I live in a tip-top touristy town (Stratford-upon-Avon). Durham is a similarly touristy town (okay, city) which I lived in for three years as a student. I was back in Durham last weekend, working with the Students’ Union, and took the opportunity to get reacquainted with the place after 15 years away. After reflecting on the weekend, here’s what stood out:
- Everything’s cheaper.
Bus trips are £1.50. Half the price of London. And in my area, no-one but pensioners and the desperate use buses (the pensioners: only because it’s free). A round for two people in a pub came to less than three quid. Companion thought he’d mis-heard. You can’t even buy a pint in my town for less than £3.30. Which might explain why… - Everyone’s drunk!
Locals, students, probably the wildlife too. There are quite a few drunks out and about from 10am but from 4pm, drunks are everywhere: hanging out in bars and cafes, carousing down the streets, festooning every wall and street-corner. Which leads to… - People pee in alleyways in broad daylight.
They’re utterly unembarrassed and quite polite about it. ‘Oops, scuse me.’ As well as those weak-of-bladder, you will also encounter students doing the ‘tactical chunder’: an early-evening barf to enable drinking to continue later into the night. Nice. The booze and cheap prices might partially explain why… - Everyone’s friendly.
In Durham, people are warm and outgoing towards their fellow humans. I visited on a warm sunny weekend but I recall this spirit continues even into bitterly cold winters. You find yourself immersed in chat at bus-stops, in queues, at the gym, anywhere. And if you fancied a quiet cuppa while you catch up on correspondence or reading, forget it – it’s impossible to sit quietly by yourself in a bar, cafe or restaurant. - Rivers are always beautiful.
Even if you stick a huge concrete monstrosity next to it. - Durham is missing a trick in catering for tourists.
Strolling from Palace Green (where the Castle and Cathedral are), I fancied writing some postcards. I couldn’t find any. (Admittedly WHSmith had just closed.) In my town they’re everywhere, touristy-tat shops are as ubiquitous as tea-rooms. I walked all round the city centre, including up to the bus station, surely a hub of tourists coming and going, and then had to give up my hunt for postcards. Instead I bought postcards in Craster, the next day. They know how to entice tourists: sea views, postcards and… kippers. - There’s no security anywhere.
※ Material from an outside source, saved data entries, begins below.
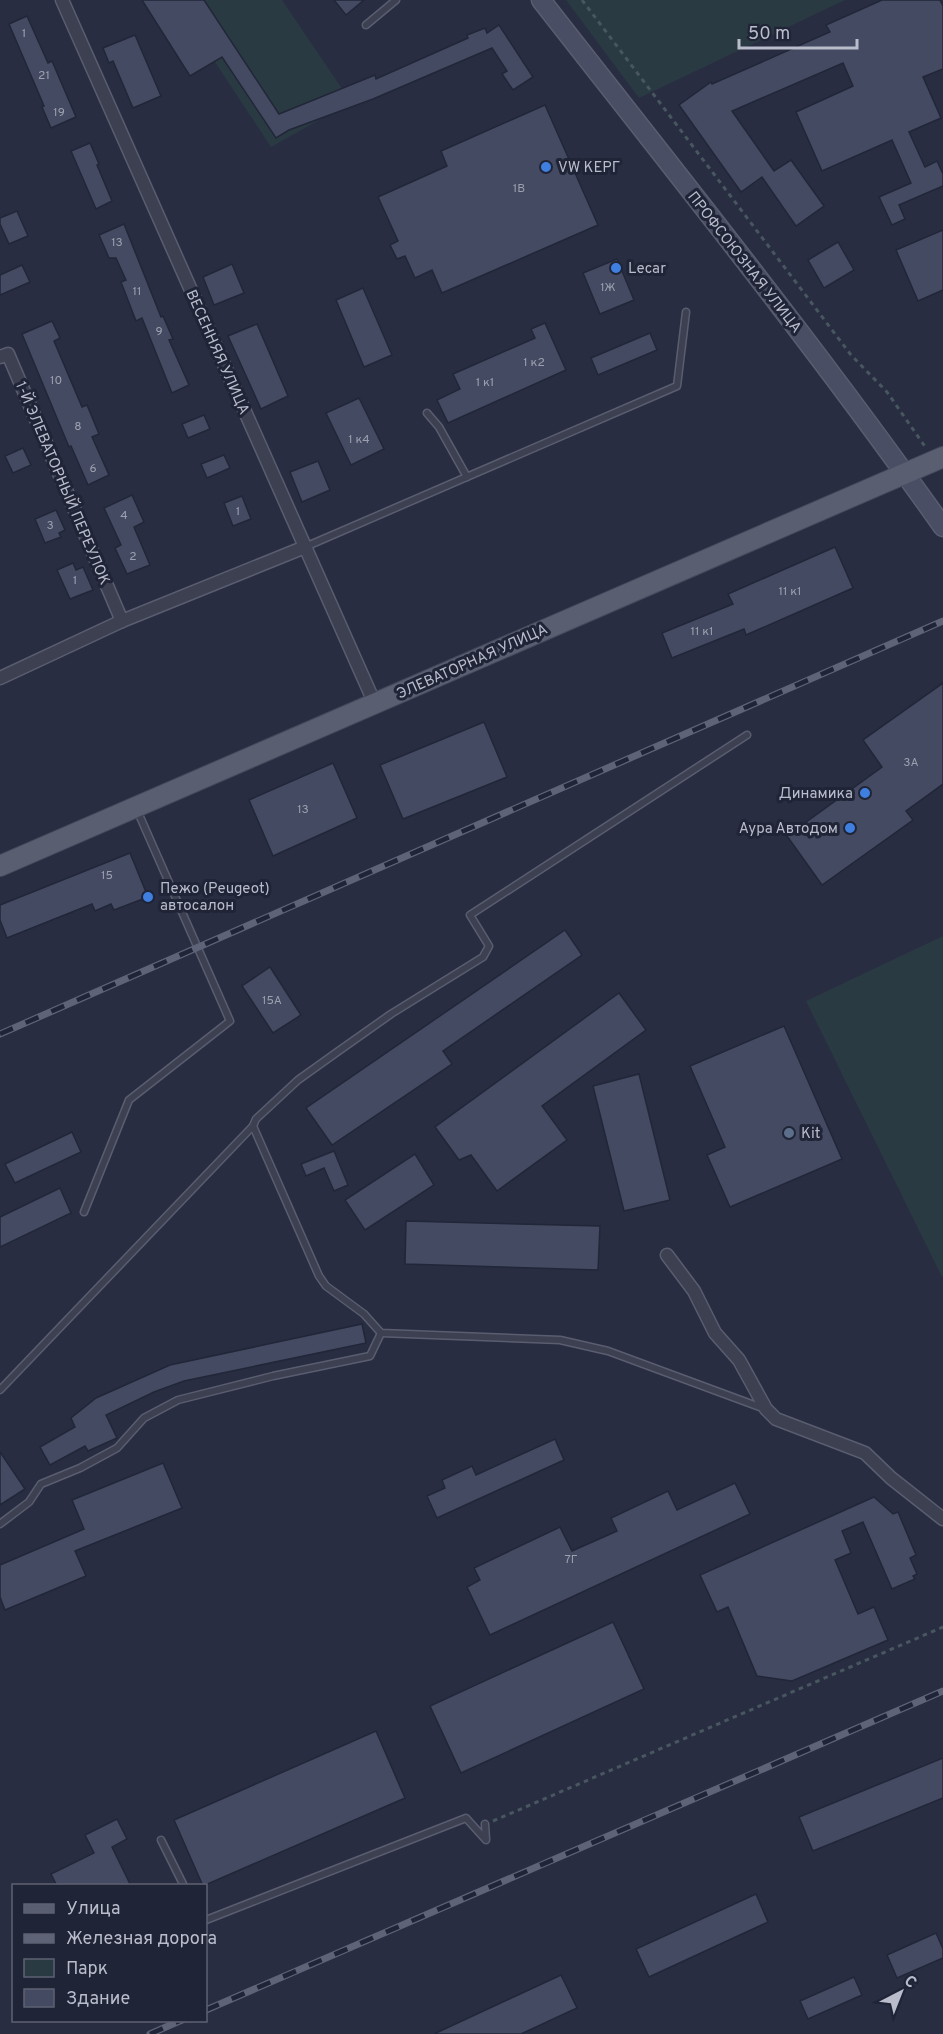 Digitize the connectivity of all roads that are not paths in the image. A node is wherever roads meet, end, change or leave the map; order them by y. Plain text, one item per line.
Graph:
1 (62, 0) edge
2 (396, 0) edge
3 (541, 0) edge
4 (366, 25) dead end
5 (686, 312) dead end
6 (0, 357) edge
7 (427, 413) dead end
8 (939, 458) edge
9 (904, 473) junction
10 (467, 477) junction
11 (943, 527) edge
12 (304, 547) junction
13 (122, 621) junction
14 (0, 678) edge
15 (375, 704) junction
16 (747, 735) dead end
17 (136, 807) junction
18 (0, 866) edge
19 (253, 1126) junction
20 (84, 1212) dead end
21 (667, 1256) dead end
22 (381, 1333) junction
23 (0, 1390) edge
24 (766, 1409) junction
25 (943, 1519) edge
26 (0, 1524) edge
27 (485, 1824) road end
28 (161, 1840) dead end
29 (183, 1884) edge
30 (207, 1920) edge

1 - 12 street, ВЕСЕННЯЯ УЛИЦА
2 - 4 lane
3 - 9 main road, ПРОФСОЮЗНАЯ УЛИЦА
5 - 10 lane
6 - 13 street, 1-Й ЭЛЕВАТОРНЫЙ ПЕРЕУЛОК
7 - 10 lane
8 - 9 main road, ЭЛЕВАТОРНАЯ УЛИЦА
9 - 11 main road, ПРОФСОЮЗНАЯ УЛИЦА
9 - 15 main road, ЭЛЕВАТОРНАЯ УЛИЦА
10 - 12 lane
12 - 13 street
12 - 15 street, ВЕСЕННЯЯ УЛИЦА
13 - 14 street
15 - 17 main road, ЭЛЕВАТОРНАЯ УЛИЦА
16 - 19 lane
17 - 18 main road, ЭЛЕВАТОРНАЯ УЛИЦА
17 - 20 lane
19 - 22 lane
19 - 23 lane
21 - 24 street
22 - 24 lane
22 - 26 lane
24 - 25 street
27 - 30 lane
28 - 29 lane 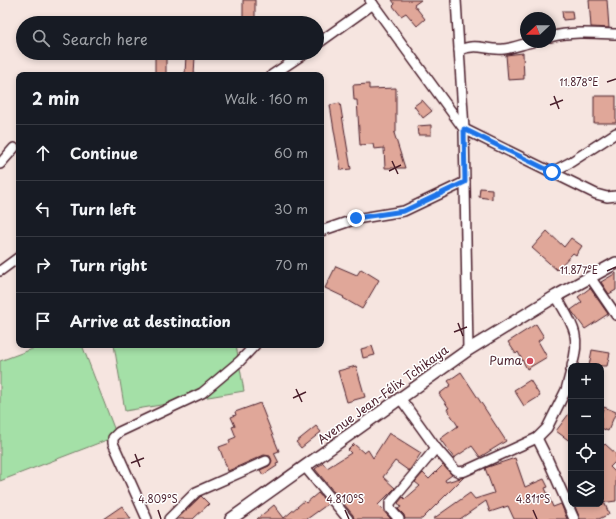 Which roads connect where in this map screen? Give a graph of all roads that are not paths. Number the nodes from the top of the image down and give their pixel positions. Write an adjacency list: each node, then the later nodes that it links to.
1 (456, 0): 7 (street)
2 (372, 2): 5 (street); 10 (street)
3 (616, 34): 4 (street)
4 (556, 35)
5 (324, 39)
6 (520, 45): 7 (street)
7 (459, 50): 10 (street)
8 (294, 60): 9 (street)
9 (276, 72)
10 (464, 129): 14 (street); 15 (street)
11 (616, 133): 14 (street)
12 (14, 148): 13 (street)
13 (0, 164)
14 (552, 172): 16 (street)
15 (465, 182): 17 (street); 25 (street)
16 (616, 196)
17 (324, 230)
18 (16, 259): 20 (street)
19 (616, 263): 21 (street, Avenue Jean-Félix Tchikaya)
20 (0, 271)
21 (590, 277): 22 (street, Avenue Jean-Félix Tchikaya); 23 (street)
22 (556, 296): 25 (street, Avenue Jean-Félix Tchikaya); 26 (street)
23 (616, 316)
24 (252, 348): 33 (street)
25 (468, 350): 28 (street, Avenue Jean-Félix Tchikaya)
26 (572, 363)
27 (568, 382): 29 (street)
28 (400, 398): 30 (street); 32 (street, Avenue Jean-Félix Tchikaya)
29 (537, 438): 30 (street); 38 (street)
30 (436, 448): 37 (street)
31 (266, 461): 34 (street)
32 (304, 467): 35 (street, Avenue Jean-Félix Tchikaya); 36 (street)
33 (147, 519)
34 (169, 519)
35 (231, 519)
36 (348, 519)
37 (399, 519)
38 (574, 519) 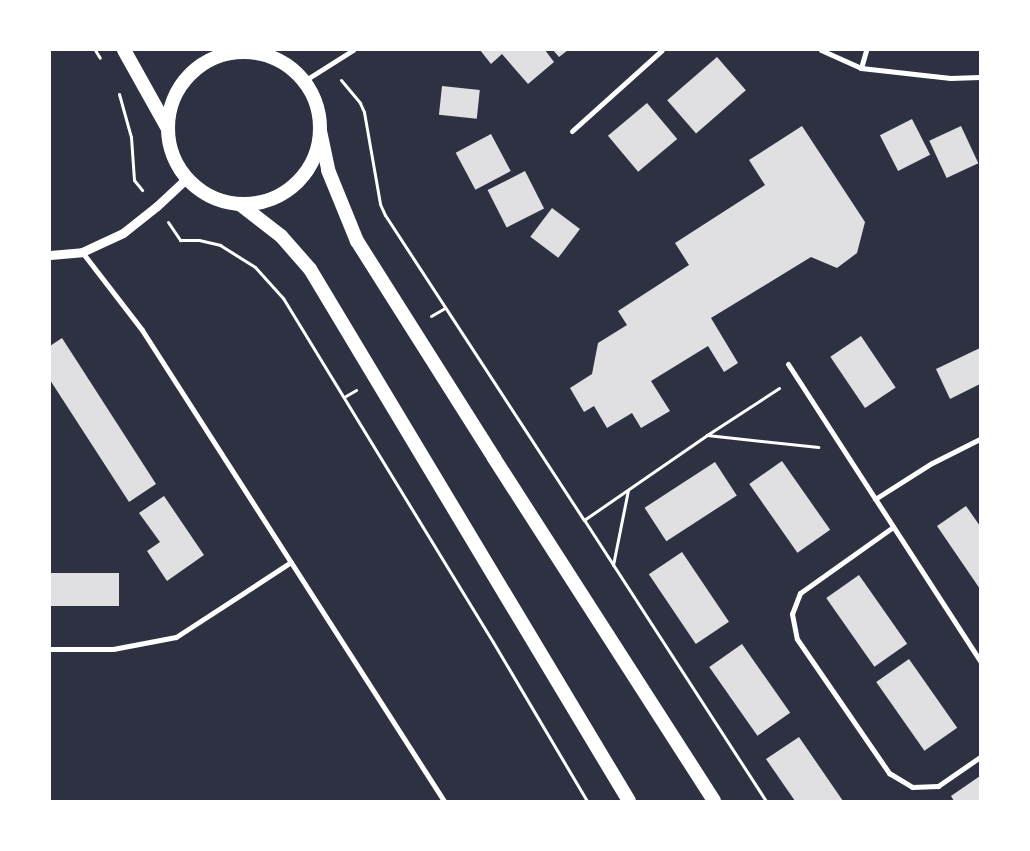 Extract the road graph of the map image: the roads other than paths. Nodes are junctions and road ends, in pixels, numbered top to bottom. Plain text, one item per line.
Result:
1 (124, 50) edge
2 (353, 50) edge
3 (662, 50) edge
4 (821, 50) edge
5 (866, 50) edge
6 (243, 51) edge
7 (861, 68) junction
8 (980, 78) edge
9 (304, 81) junction
10 (167, 127) junction
11 (320, 131) junction
12 (572, 131) dead end
13 (186, 179) junction
14 (241, 205) junction
15 (82, 252) junction
16 (50, 255) edge
17 (788, 364) dead end
18 (980, 439) edge
19 (875, 499) junction
20 (894, 527) junction
21 (291, 562) junction
22 (50, 649) edge
23 (980, 661) edge
24 (980, 757) edge
25 (444, 801) edge
26 (629, 801) edge
27 (714, 801) edge

1 - 10 highway
2 - 9 street
3 - 12 street
4 - 7 street
5 - 7 street
6 - 9 highway
6 - 10 highway
7 - 8 street
9 - 11 highway
10 - 13 highway
11 - 14 highway
11 - 27 highway
13 - 14 highway
13 - 15 street
14 - 26 highway
15 - 16 street
15 - 21 street
17 - 19 street
18 - 19 street
19 - 20 street
20 - 23 street
20 - 24 street
21 - 22 street
21 - 25 street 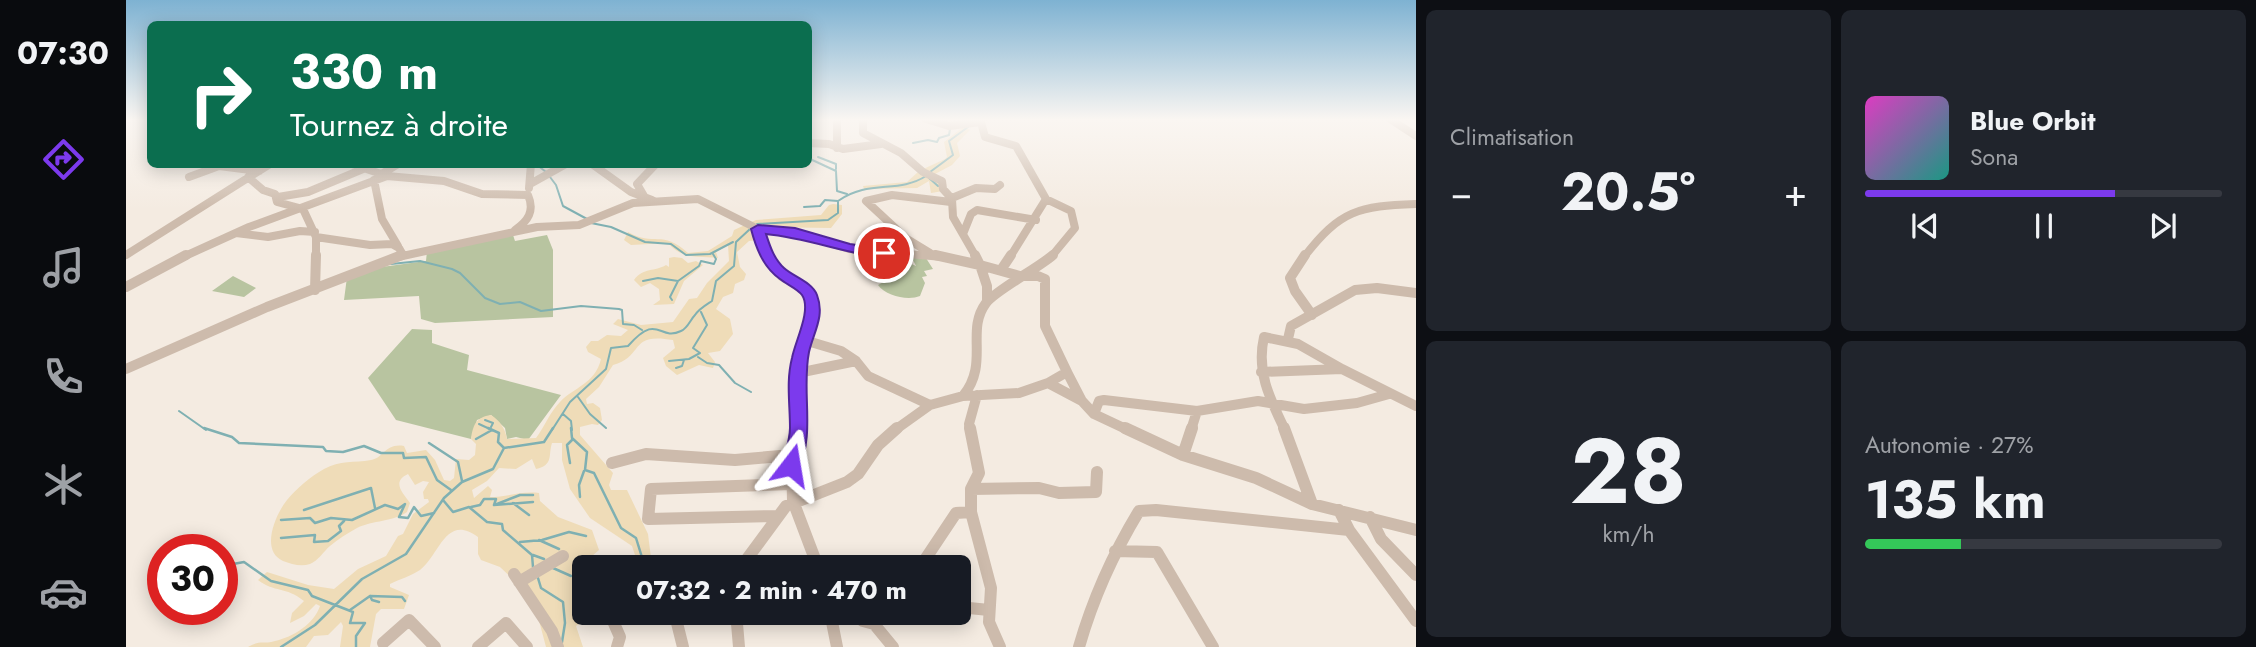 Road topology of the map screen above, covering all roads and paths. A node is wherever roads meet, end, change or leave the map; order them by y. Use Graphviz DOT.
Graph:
graph roads {
  1 [pos="893,149"];
  2 [pos="1018,149"];
  3 [pos="214,168"];
  4 [pos="235,168"];
  5 [pos="264,168"];
  6 [pos="392,168"];
  7 [pos="531,168"];
  8 [pos="559,168"];
  9 [pos="598,168"];
  10 [pos="652,168"];
  11 [pos="363,169"];
  12 [pos="259,171"];
  13 [pos="189,177"];
  14 [pos="248,177"];
  15 [pos="380,177"];
  16 [pos="530,184"];
  17 [pos="1000,185"];
  18 [pos="526,194"];
  19 [pos="278,197"];
  20 [pos="648,198"];
  21 [pos="954,199"];
  22 [pos="1046,199"];
  23 [pos="1416,204"];
  24 [pos="303,209"];
  25 [pos="977,210"];
  26 [pos="1036,220"];
  27 [pos="758,229"];
  28 [pos="236,233"];
  29 [pos="512,233"];
  30 [pos="963,234"];
  31 [pos="316,235"];
  32 [pos="400,250"];
  33 [pos="126,255"];
  34 [pos="934,255"];
  35 [pos="980,265"];
  36 [pos="1001,271"];
  37 [pos="1026,276"];
  38 [pos="126,287"];
  39 [pos="314,290"];
  40 [pos="1416,293"];
  41 [pos="987,301"];
  42 [pos="1312,315"];
  43 [pos="1289,339"];
  44 [pos="804,340"];
  45 [pos="856,361"];
  46 [pos="126,369"];
  47 [pos="1342,369"];
  48 [pos="1067,372"];
  49 [pos="1261,372"];
  50 [pos="798,373"];
  51 [pos="1048,383"];
  52 [pos="1389,394"];
  53 [pos="976,395"];
  54 [pos="963,396"];
  55 [pos="1082,401"];
  56 [pos="1270,401"];
  57 [pos="930,405"];
  58 [pos="1416,405"];
  59 [pos="1197,411"];
  60 [pos="1094,414"];
  61 [pos="793,455"];
  62 [pos="1183,455"];
  63 [pos="612,463"];
  64 [pos="1097,472"];
  65 [pos="791,484"];
  66 [pos="971,489"];
  67 [pos="793,501"];
  68 [pos="1312,504"];
  69 [pos="1339,510"];
  70 [pos="971,513"];
  71 [pos="778,516"];
  72 [pos="1370,517"];
  73 [pos="1349,530"];
  74 [pos="1416,530"];
  75 [pos="1115,551"];
  76 [pos="752,555"];
  77 [pos="813,555"];
  78 [pos="928,555"];
  79 [pos="563,556"];
  80 [pos="1416,575"];
  81 [pos="971,608"];
  82 [pos="989,610"];
  83 [pos="1416,621"];
  84 [pos="615,625"];
  85 [pos="678,625"];
  86 [pos="737,625"];
  87 [pos="833,625"];
  88 [pos="881,625"];
  89 [pos="383,643"];
  90 [pos="435,647"];
  91 [pos="478,647"];
  92 [pos="527,647"];
  93 [pos="558,647"];
  94 [pos="617,647"];
  95 [pos="683,647"];
  96 [pos="739,647"];
  97 [pos="837,647"];
  98 [pos="893,647"];
  99 [pos="1000,647"];
  100 [pos="1079,647"];
  101 [pos="1213,647"];
  1 -- 21 [label="street"];
  2 -- 22 [label="street"];
  3 -- 13 [label="street"];
  4 -- 12 [label="street"];
  5 -- 12 [label="street"];
  6 -- 15 [label="street"];
  7 -- 16 [label="street"];
  8 -- 16 [label="street"];
  9 -- 20 [label="street"];
  10 -- 20 [label="street"];
  11 -- 15 [label="street"];
  11 -- 19 [label="street"];
  12 -- 14 [label="street"];
  14 -- 19 [label="street"];
  14 -- 33 [label="street"];
  15 -- 18 [label="street"];
  15 -- 24 [label="street"];
  15 -- 32 [label="street"];
  16 -- 18 [label="street"];
  17 -- 21 [label="street"];
  18 -- 29 [label="street"];
  19 -- 24 [label="street"];
  20 -- 27 [label="street"];
  20 -- 29 [label="street"];
  21 -- 25 [label="street"];
  21 -- 30 [label="street"];
  21 -- 34 [label="street"];
  22 -- 26 [label="street"];
  22 -- 37 [label="street"];
  23 -- 42 [label="street"];
  24 -- 28 [label="street"];
  24 -- 31 [label="street"];
  25 -- 26 [label="street"];
  25 -- 30 [label="street"];
  26 -- 36 [label="street"];
  27 -- 34 [label="street"];
  27 -- 44 [label="street"];
  28 -- 31 [label="street"];
  28 -- 38 [label="street"];
  29 -- 32 [label="street"];
  30 -- 35 [label="street"];
  31 -- 32 [label="street"];
  31 -- 39 [label="street"];
  32 -- 39 [label="street"];
  34 -- 35 [label="street"];
  35 -- 36 [label="street"];
  35 -- 41 [label="street"];
  36 -- 37 [label="street"];
  37 -- 41 [label="street"];
  37 -- 48 [label="street"];
  39 -- 46 [label="street"];
  40 -- 42 [label="street"];
  41 -- 54 [label="street"];
  42 -- 43 [label="street"];
  43 -- 47 [label="street"];
  43 -- 49 [label="street"];
  44 -- 45 [label="street"];
  44 -- 50 [label="street"];
  45 -- 50 [label="street"];
  45 -- 57 [label="street"];
  47 -- 49 [label="street"];
  47 -- 52 [label="street"];
  48 -- 51 [label="street"];
  48 -- 55 [label="street"];
  49 -- 56 [label="street"];
  50 -- 61 [label="street"];
  51 -- 53 [label="street"];
  51 -- 55 [label="street"];
  52 -- 56 [label="street"];
  52 -- 58 [label="street"];
  53 -- 54 [label="street"];
  53 -- 66 [label="street"];
  54 -- 57 [label="street"];
  55 -- 60 [label="street"];
  56 -- 59 [label="street"];
  56 -- 68 [label="street"];
  57 -- 67 [label="street"];
  59 -- 60 [label="street"];
  59 -- 62 [label="street"];
  60 -- 62 [label="street"];
  61 -- 63 [label="street"];
  61 -- 65 [label="street"];
  62 -- 68 [label="street"];
  64 -- 66 [label="street"];
  65 -- 67 [label="street"];
  65 -- 71 [label="street"];
  66 -- 70 [label="street"];
  67 -- 71 [label="street"];
  67 -- 77 [label="street"];
  68 -- 69 [label="street"];
  69 -- 72 [label="street"];
  69 -- 73 [label="street"];
  70 -- 78 [label="street"];
  70 -- 82 [label="street"];
  71 -- 76 [label="street"];
  72 -- 74 [label="street"];
  72 -- 80 [label="street"];
  73 -- 75 [label="street"];
  73 -- 83 [label="street"];
  75 -- 100 [label="street"];
  75 -- 101 [label="street"];
  79 -- 93 [label="street"];
  81 -- 82 [label="street"];
  82 -- 99 [label="street"];
  84 -- 94 [label="street"];
  85 -- 95 [label="street"];
  86 -- 96 [label="street"];
  87 -- 97 [label="street"];
  88 -- 98 [label="street"];
  89 -- 90 [label="street"];
  91 -- 92 [label="street"];
}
The uni buildings (colleges, DSU etc) had no security – this is 2014, I was expecting swipe-card panels, control gates etc. I’ve walked past Birmingham Uni, Oxford and Cambridge colleges to know that unis are doing this. Why haven’t Durham? And it’s particularly important in a town where my home (while living out) was burgled and where Jim (my fella back in 1999) had his motorbike nicked. People used to say that in Durham, ‘if it’s not nailed down, it’ll get nicked’. Anyone with a van and an overall could easily steal (for example) all the PCs in the Union’s office. - Durham has proper history. Ancient, whole-population significant, battles and murders, kings and knights, religious and supernatural type of history. My town is famous for one talented playwright who was born there, then bu**ered off to London.
- Student towns support enterprises which wouldn’t survive in other towns.
For example:
– alternative shoe shops (Scorpio, and the folk in there are so nice, see point 4
– nightclubs (in my town if you want to go out late at night, we have one cr*p nightclub which keeps rebranding itself and no-one grown-up goes, and a cheesy over-priced strip-club)
– cheap n cheerful restaurant (La Spagnettata hasn’t changed in 15 years – piles of delicious filling Italian grub, whizzed onto your table pronto by speedy chaps in black; meal for two including wine: £28 – see point 1) - I can’t wait to go back!
I’d like to talk to some of the Mildert students, go into the Physics department and see what’s changed, stroll the river-banks again, and of course, refuel at La Spag. Soon…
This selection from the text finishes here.